Exercise - Examine each line of the data. Copy the line if it includes the word "Prés".

START Data shown

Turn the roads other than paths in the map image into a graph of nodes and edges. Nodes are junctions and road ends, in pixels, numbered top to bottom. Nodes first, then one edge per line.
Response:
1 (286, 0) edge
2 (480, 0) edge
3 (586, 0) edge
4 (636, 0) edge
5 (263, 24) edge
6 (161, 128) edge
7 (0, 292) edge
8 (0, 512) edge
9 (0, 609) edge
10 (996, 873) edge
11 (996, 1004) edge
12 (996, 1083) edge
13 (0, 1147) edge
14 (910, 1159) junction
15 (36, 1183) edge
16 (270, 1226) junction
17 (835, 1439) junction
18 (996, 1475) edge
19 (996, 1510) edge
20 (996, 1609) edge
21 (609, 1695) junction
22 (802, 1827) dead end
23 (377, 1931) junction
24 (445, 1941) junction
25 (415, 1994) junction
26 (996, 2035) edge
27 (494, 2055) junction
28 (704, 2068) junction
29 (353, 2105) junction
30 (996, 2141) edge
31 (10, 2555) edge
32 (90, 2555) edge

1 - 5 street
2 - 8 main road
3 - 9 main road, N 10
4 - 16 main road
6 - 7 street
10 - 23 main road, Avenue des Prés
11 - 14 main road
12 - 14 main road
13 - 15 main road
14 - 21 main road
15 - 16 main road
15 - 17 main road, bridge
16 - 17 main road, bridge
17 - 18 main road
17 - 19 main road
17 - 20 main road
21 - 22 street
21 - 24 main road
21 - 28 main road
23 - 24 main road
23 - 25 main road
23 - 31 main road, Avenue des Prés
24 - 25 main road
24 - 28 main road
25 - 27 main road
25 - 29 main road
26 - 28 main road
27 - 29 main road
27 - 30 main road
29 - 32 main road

END Data shown

Written response -
10 - 23 main road, Avenue des Prés
23 - 31 main road, Avenue des Prés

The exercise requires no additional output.